Any images in the records should be skipped; transcribe the rest exactly.

====== RECORDS ======

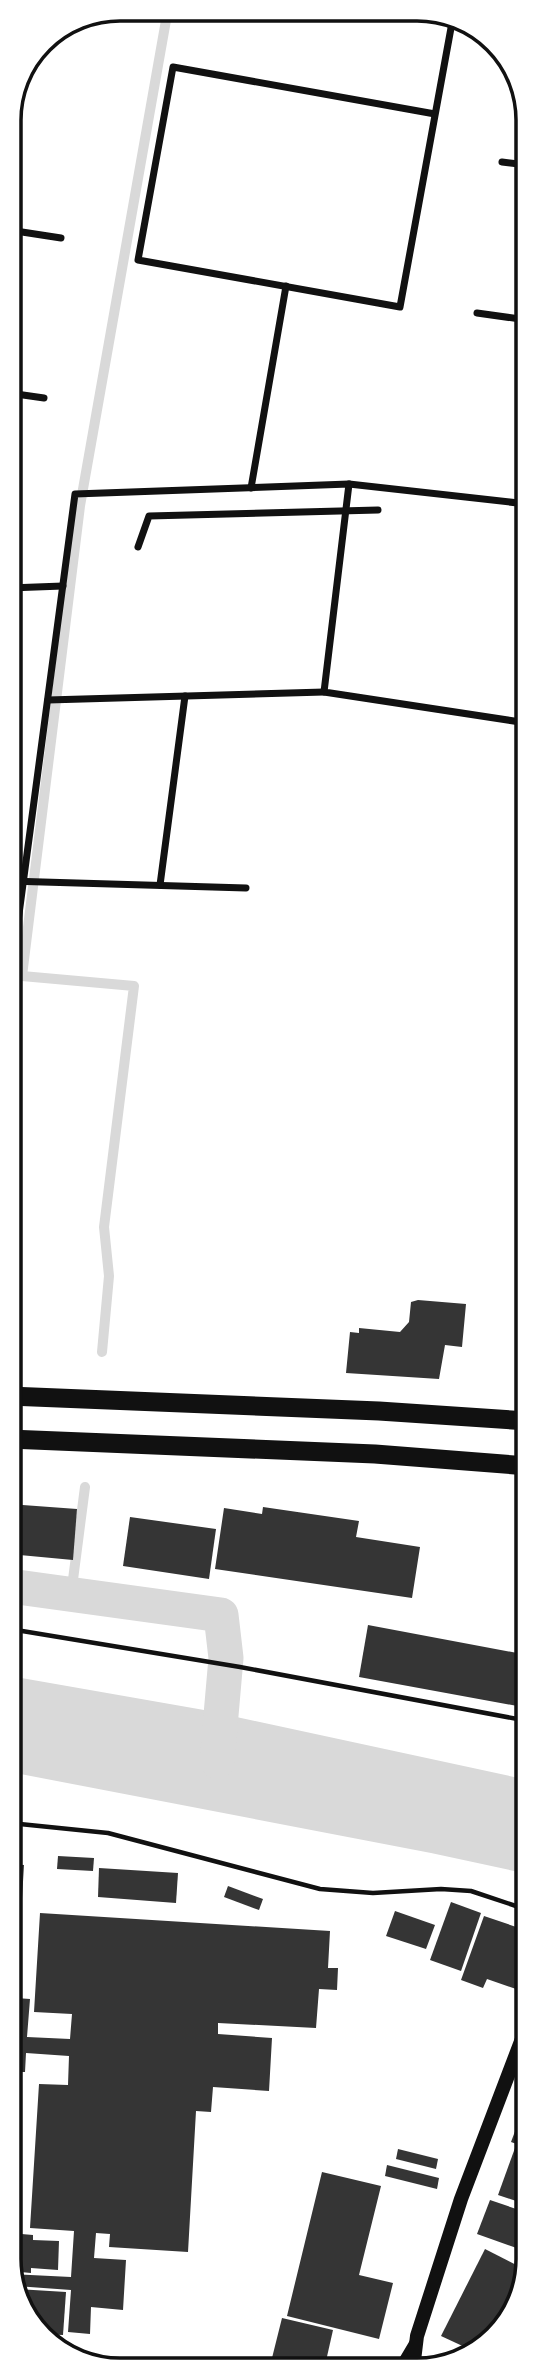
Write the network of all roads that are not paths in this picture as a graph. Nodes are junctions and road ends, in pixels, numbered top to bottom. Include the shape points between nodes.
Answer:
1 (451, 28) edge
2 (435, 114) junction
3 (502, 162) dead end
4 (516, 164) edge
5 (21, 232) edge
6 (61, 237) dead end
7 (286, 286) junction
8 (477, 313) dead end
9 (516, 318) edge
10 (21, 395) edge
11 (44, 398) dead end
12 (349, 484) junction
13 (251, 488) junction
14 (516, 503) edge
15 (346, 509) junction
16 (378, 509) dead end
17 (138, 547) dead end
18 (63, 586) junction
19 (21, 588) edge
20 (324, 692) junction
21 (185, 696) junction
22 (48, 700) junction
23 (516, 721) edge
24 (23, 881) junction
25 (160, 885) junction
26 (246, 888) dead end
27 (21, 896) edge
28 (21, 1396) edge
29 (516, 1420) edge
30 (21, 1440) edge
31 (516, 1465) edge
32 (516, 2055) edge
33 (417, 2336) junction
34 (404, 2358) edge
35 (414, 2358) edge

1 - 2 street
2 - 7 street via 400,307
2 - 7 street via 173,66 138,260
3 - 4 street
5 - 6 street
7 - 13 street
8 - 9 street
10 - 11 street
12 - 13 street
12 - 14 street
12 - 15 street
13 - 18 street via 75,494
15 - 16 street
15 - 17 street via 149,516
15 - 20 street
18 - 19 street
18 - 22 street
20 - 21 street
20 - 23 street
21 - 22 street
21 - 25 street
22 - 24 street
24 - 25 street
24 - 27 street
25 - 26 street
28 - 29 highway
30 - 31 highway via 375,1454
32 - 33 main road via 461,2199
33 - 34 street
33 - 35 main road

======

■ TASK SOLUTION:
Write the network of all roads that are not paths in this picture as a graph. Nodes are junctions and road ends, in pixels, numbered top to bottom. Include the shape points between nodes.
Answer:
1 (451, 28) edge
2 (435, 114) junction
3 (502, 162) dead end
4 (516, 164) edge
5 (21, 232) edge
6 (61, 237) dead end
7 (286, 286) junction
8 (477, 313) dead end
9 (516, 318) edge
10 (21, 395) edge
11 (44, 398) dead end
12 (349, 484) junction
13 (251, 488) junction
14 (516, 503) edge
15 (346, 509) junction
16 (378, 509) dead end
17 (138, 547) dead end
18 (63, 586) junction
19 (21, 588) edge
20 (324, 692) junction
21 (185, 696) junction
22 (48, 700) junction
23 (516, 721) edge
24 (23, 881) junction
25 (160, 885) junction
26 (246, 888) dead end
27 (21, 896) edge
28 (21, 1396) edge
29 (516, 1420) edge
30 (21, 1440) edge
31 (516, 1465) edge
32 (516, 2055) edge
33 (417, 2336) junction
34 (404, 2358) edge
35 (414, 2358) edge

1 - 2 street
2 - 7 street via 400,307
2 - 7 street via 173,66 138,260
3 - 4 street
5 - 6 street
7 - 13 street
8 - 9 street
10 - 11 street
12 - 13 street
12 - 14 street
12 - 15 street
13 - 18 street via 75,494
15 - 16 street
15 - 17 street via 149,516
15 - 20 street
18 - 19 street
18 - 22 street
20 - 21 street
20 - 23 street
21 - 22 street
21 - 25 street
22 - 24 street
24 - 25 street
24 - 27 street
25 - 26 street
28 - 29 highway
30 - 31 highway via 375,1454
32 - 33 main road via 461,2199
33 - 34 street
33 - 35 main road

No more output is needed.